Finnish historiann and political scientist

Helena Charlotte Johanna (Lolo) Krusius-Ahrenberg, née Krusius (21 June 1909 – 13 July 2003), was a Finnish historian and political scientist. She was professor of history and political science at the Hanken School of Economics in Helsinki from 1948 to 1972, and the first female professor in her field in Finland and the Nordic countries. She was the sister of the physician Franz-Eduard Krusius.

== Life and career ==
Krusius-Ahrenberg was born in Marburg, Germany, to Franz Florian Krusius and Constance Emilie von Bomhard. She began her schooling in Berlin before her family moved to Vaasa, Finland, where her father had taken up a position as an ophthalmologist. After completing her matriculation examination at the Vaasa Swedish co-educational school in 1926, she studied at the University of Helsinki and at Goethe University Frankfurt, where she earned her master's and licentiate degrees in 1932. In 1934 she was awarded a PhD for a dissertation on the breakthrough of nationalism and liberalism in Finland in the mid-19th century, a work that was long used as a course book in the Nordic countries and in Germany.

She held a docentship in Finnish and Scandinavian history at the University of Helsinki from 1945 to 1954, and served as senior lecturer in political science at the Swedish Civic College (Svenska medborgarhögskolan) in Helsinki from 1945 to 1960. From 1948 to 1972 she was professor of history and political science at the Hanken School of Economics, where she also held a docentship from 1973 to 1976.

== Research ==
Krusius-Ahrenberg's research spanned the history of Finnish political development and comparative political science. Her early work addressed the rise of nationalism and liberalism and the role of the Estate Diet in 19th-century Finnish history. Her book Tyrannmördaren C.F. Ehrensvärd (The Tyrannicide C.F. Ehrensvärd, 1947) examined the aristocratic radicalism and ideological circumstances surrounding the conspiracy and assassination of Gustav III of Sweden; the work is regarded as a classic in its field.

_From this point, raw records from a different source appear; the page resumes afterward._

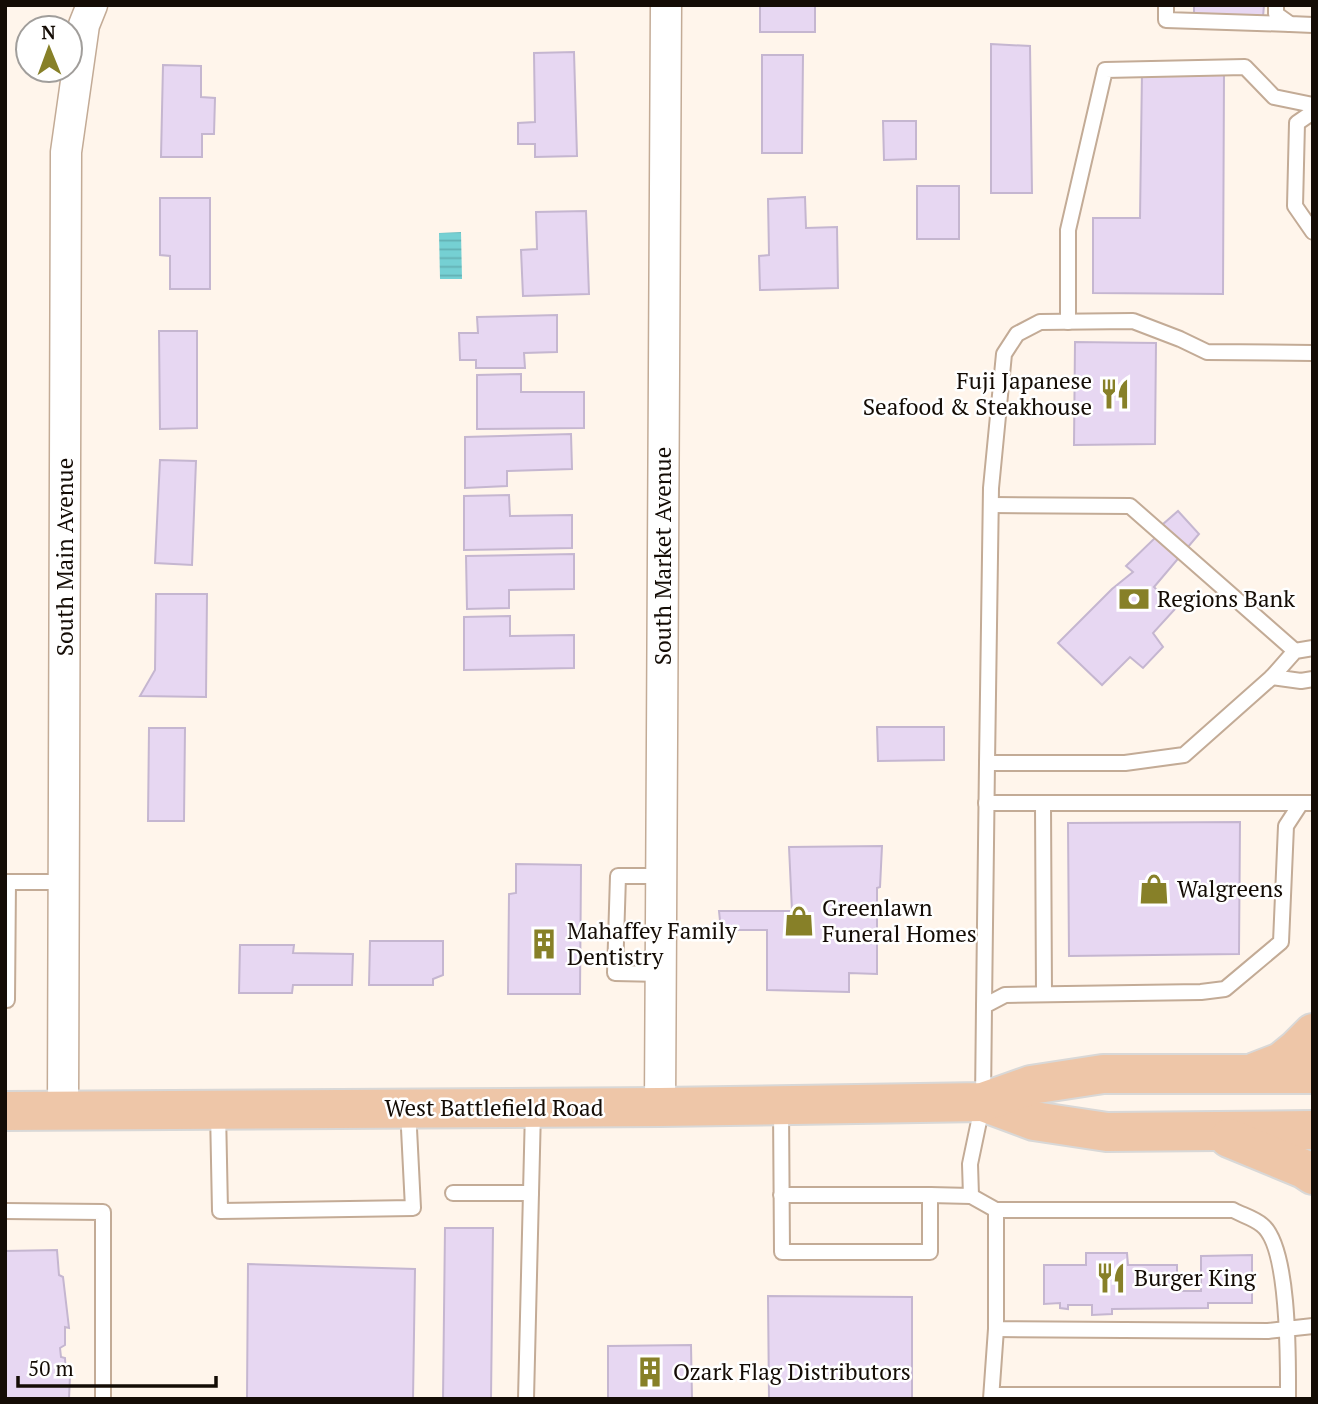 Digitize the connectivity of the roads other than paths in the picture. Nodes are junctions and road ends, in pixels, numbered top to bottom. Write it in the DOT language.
graph roads {
  1 [pos="92,5"];
  2 [pos="666,5"];
  3 [pos="1166,5"];
  4 [pos="1276,5"];
  5 [pos="1290,24"];
  6 [pos="1313,24"];
  7 [pos="1313,104"];
  8 [pos="1313,112"];
  9 [pos="1313,232"];
  10 [pos="1068,321"];
  11 [pos="1313,353"];
  12 [pos="990,505"];
  13 [pos="1313,648"];
  14 [pos="1295,651"];
  15 [pos="1272,677"];
  16 [pos="1313,679"];
  17 [pos="987,763"];
  18 [pos="986,803"];
  19 [pos="1307,803"];
  20 [pos="1043,804"];
  21 [pos="661,876"];
  22 [pos="6,882"];
  23 [pos="64,882"];
  24 [pos="660,974"];
  25 [pos="1044,994"];
  26 [pos="5,1000"];
  27 [pos="984,1006"];
  28 [pos="1313,1033"];
  29 [pos="1251,1074"];
  30 [pos="1313,1074"];
  31 [pos="983,1102"];
  32 [pos="781,1105"];
  33 [pos="660,1107"];
  34 [pos="533,1108"];
  35 [pos="408,1109"];
  36 [pos="218,1110"];
  37 [pos="5,1111"];
  38 [pos="63,1111"];
  39 [pos="1313,1130"];
  40 [pos="1211,1131"];
  41 [pos="1313,1175"];
  42 [pos="453,1193"];
  43 [pos="531,1193"];
  44 [pos="781,1195"];
  45 [pos="930,1195"];
  46 [pos="971,1196"];
  47 [pos="996,1210"];
  48 [pos="5,1211"];
  49 [pos="1313,1326"];
  50 [pos="996,1329"];
  51 [pos="1288,1329"];
  52 [pos="991,1397"];
  53 [pos="1288,1397"];
  54 [pos="103,1399"];
  55 [pos="526,1399"];
  1 -- 23 [label="street, South Main Avenue"];
  2 -- 21 [label="street, South Market Avenue"];
  3 -- 5 [label="lane"];
  4 -- 5 [label="lane"];
  5 -- 6 [label="lane"];
  7 -- 10 [label="lane"];
  8 -- 9 [label="lane"];
  10 -- 11 [label="lane"];
  10 -- 12 [label="lane"];
  12 -- 14 [label="lane"];
  12 -- 17 [label="lane"];
  13 -- 14 [label="lane"];
  14 -- 15 [label="lane"];
  15 -- 16 [label="lane"];
  15 -- 17 [label="lane"];
  17 -- 18 [label="lane"];
  18 -- 20 [label="lane"];
  18 -- 27 [label="lane"];
  19 -- 20 [label="lane"];
  19 -- 25 [label="lane"];
  20 -- 25 [label="lane"];
  21 -- 24 [label="street, South Market Avenue"];
  21 -- 24 [label="lane"];
  22 -- 23 [label="lane"];
  22 -- 26 [label="lane"];
  23 -- 38 [label="street, South Main Avenue"];
  24 -- 33 [label="street, South Market Avenue"];
  25 -- 27 [label="lane"];
  27 -- 31 [label="lane"];
  28 -- 29 [label="main road"];
  29 -- 30 [label="main road, West Battlefield Road"];
  29 -- 31 [label="main road, West Battlefield Road"];
  31 -- 32 [label="main road, West Battlefield Road"];
  31 -- 40 [label="main road, West Battlefield Road"];
  31 -- 46 [label="lane"];
  32 -- 33 [label="main road, West Battlefield Road"];
  32 -- 44 [label="lane"];
  33 -- 34 [label="main road, West Battlefield Road"];
  34 -- 35 [label="main road, West Battlefield Road"];
  34 -- 43 [label="lane"];
  35 -- 36 [label="main road, West Battlefield Road"];
  35 -- 36 [label="lane"];
  36 -- 38 [label="main road, West Battlefield Road"];
  37 -- 38 [label="main road, West Battlefield Road"];
  39 -- 40 [label="main road, West Battlefield Road"];
  40 -- 41 [label="main road"];
  42 -- 43 [label="lane"];
  43 -- 55 [label="lane"];
  44 -- 45 [label="lane"];
  44 -- 45 [label="lane"];
  45 -- 46 [label="lane"];
  46 -- 47 [label="lane"];
  47 -- 50 [label="lane"];
  47 -- 51 [label="lane"];
  48 -- 54 [label="lane"];
  49 -- 51 [label="lane"];
  50 -- 51 [label="lane"];
  50 -- 52 [label="lane"];
  51 -- 53 [label="lane"];
  52 -- 53 [label="lane"];
}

From the 1950s onwards her research focus shifted increasingly towards political science, in particular the political activities of interest organizations and comparative constitutional development in Europe and the United States. She contributed the main part of volume II of Suomen kansanedustuslaitoksen historia (A History of the Finnish Parliament, 1981), a major state-commissioned work documenting Finnish parliamentary history from the mid-1850s to the late 1870s. For this contribution she was awarded an honorary doctorate by the University of Helsinki.

At the Hanken School of Economics she initiated the renaming of her chair to economic politology, aligning the discipline with the approach of institutions such as the London School of Economics.

== International role ==
Krusius-Ahrenberg played a significant role as an international bridge-builder in political science. During her time at Goethe University Frankfurt she had been responsible for the Akademische Austauschstelle, an academic exchange office, which later contributed to the establishment of DAAD scholarship exchanges between Germany and Finland.

She was instrumental in bringing Finland into the International Political Science Association (IPSA), and in 1957 became the first Finnish participant in an IPSA conference on the political activities of interest organizations. As one of the first Finnish members of the American Political Science Association (APSA), she reconnected with former German colleagues and teachers who had emigrated to the United States, including Hans Morgenthau, Carl J. Friedrich, Karl Mannheim, and Herbert Marcuse, all of whom had shaped the development of American political science.

== Honours ==
Krusius-Ahrenberg was elected a member of the Finnish Society of Sciences and Letters in 1950.